The pattern that works: imperative prohibitions with specific reasoning. "Do not use Redis because we run a single node and pg_notify covers our pubsub needs" gives enough context that it won't reinvent the decision every session.
Your AGENTS.md should read less like a README and more like a linter config. Bullet points with DO/DON'T rules, not prose descriptions of your stack.
Hah, it's somewhat ironic how this is almost the exact opposite of the prevailing folk wisdom I've read for the last 1-2 years: that you should never use negative instructions with specific details because it overweights the exact thing you're trying to avoid in the context.
Given my own experience futilely fighting with Claude/Codex/OpenCode to follow AGENTS.MD/CLAUDE.MD/etc with different techniques that each purport to solve the problem, I think the better explanation really is that they just don't work reliably enough to depend on to enforce rules.
It really disappointing to see it so strongly preferring Github Actions which is in my experience terrible. Almost everything about GHA pushes you in the direction of constantly blowing out the 10GB cache limit in an attempt to have CI not run for ages. I also feel like the standard cache action using git works poorly with any tools that use mtime on files to determine freshness.
I guess at least Opus can help you muddle through GHA being so crappy.
Not sure what to make of this. React is missing entirely. Or is this report also assuming that React is the default for everything and not worth mentioning at all? Just like shadcn/ui's first mention of React is somewhere down the page or hidden in the docs?
Furthermore, what's the point of "no tools named"? Why would I restrict myself like that? If I put "use Nodejs, Hono, TypeScript and use Hono's html helper to generate HTML on the server like its 2010, write custom CSS, minimize client-side JS, no Tailwind" in CLAUDE.md, it happily follows this.
As someone who runs a small dev agency, I'm very interested in research like this.

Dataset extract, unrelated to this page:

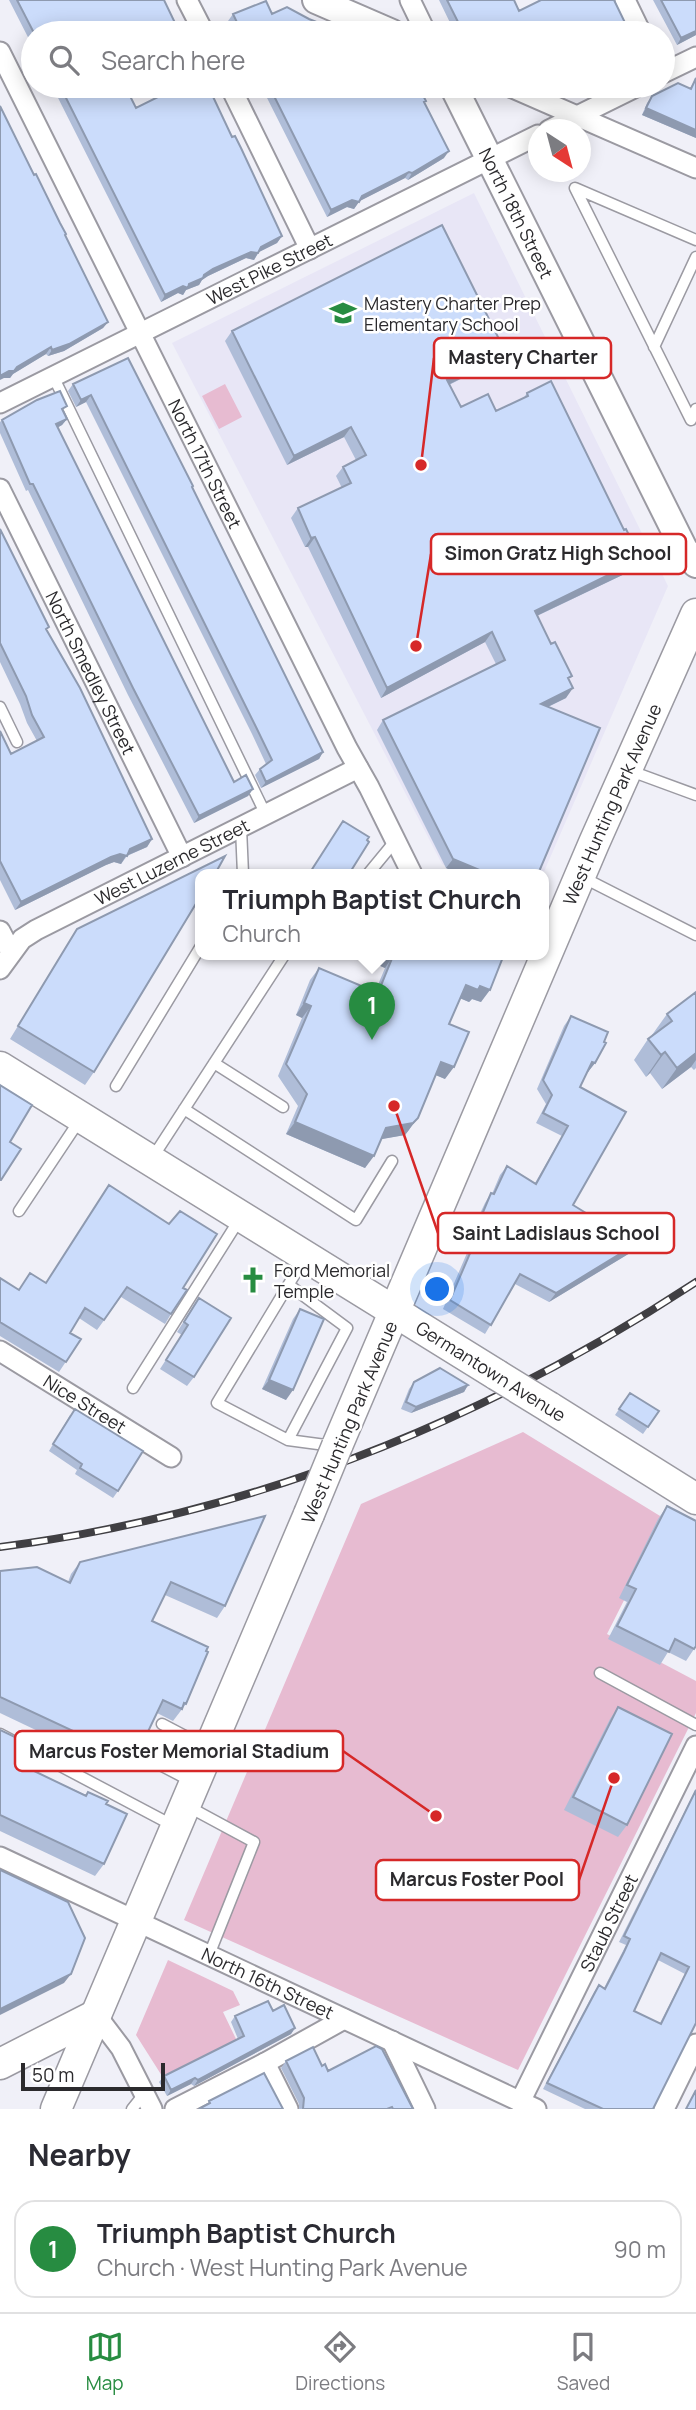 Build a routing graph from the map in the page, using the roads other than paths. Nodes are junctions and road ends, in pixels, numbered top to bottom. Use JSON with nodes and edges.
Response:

Let's say some Doctor decides to vibecode an app on the weekend, with next to 0 exposure to software development until she started hearing about how easy it was to create software with these tools. She makes incredible progress and is delighted in how well it works, but as she considers actually opening it up the world she keeps running into issues. How do I know this is secure? How do I keep this maintained and running?
I want to be in a position where she can find me to get professional help, so it's very helpful to know what stacks these kinds of apps are being built in.
claudecode _loves_ shadcn/ui. I hadn't even heard of it until i was playing around with claudecode. It seems fine to me and if the coding agent loves it then more power to it, i don't really care. That's the problem.
I think that makes coding agent choices extremely suspect, like i don't really care what it uses as long as what's produced works and functions inline with my expectations. I can totally see companies paying Anthropic to promote their tool of choice to the top of claudecodes preferences. After thinking about it, i'm not sure if that's a problem or not. I don't really care what it uses as long as my requirements (all of them) are met.
I didn't read the report just the "finding" - but at least for launchdarkly it's nice that it chose a roll-your-own, i hate feature flag SaaS, but that's just me
The bias to build might mean faster token burn through (higher revenue for the AI co). But I think it's natural. I often have that same impulse myself. I prefer all the codebases I work on that have minimal external dependencies to the ones that are riddled with them. In Java land it's extremely common to have tons of external dependencies, and then upgrade headaches, especially when sharing in a monorepo type environment.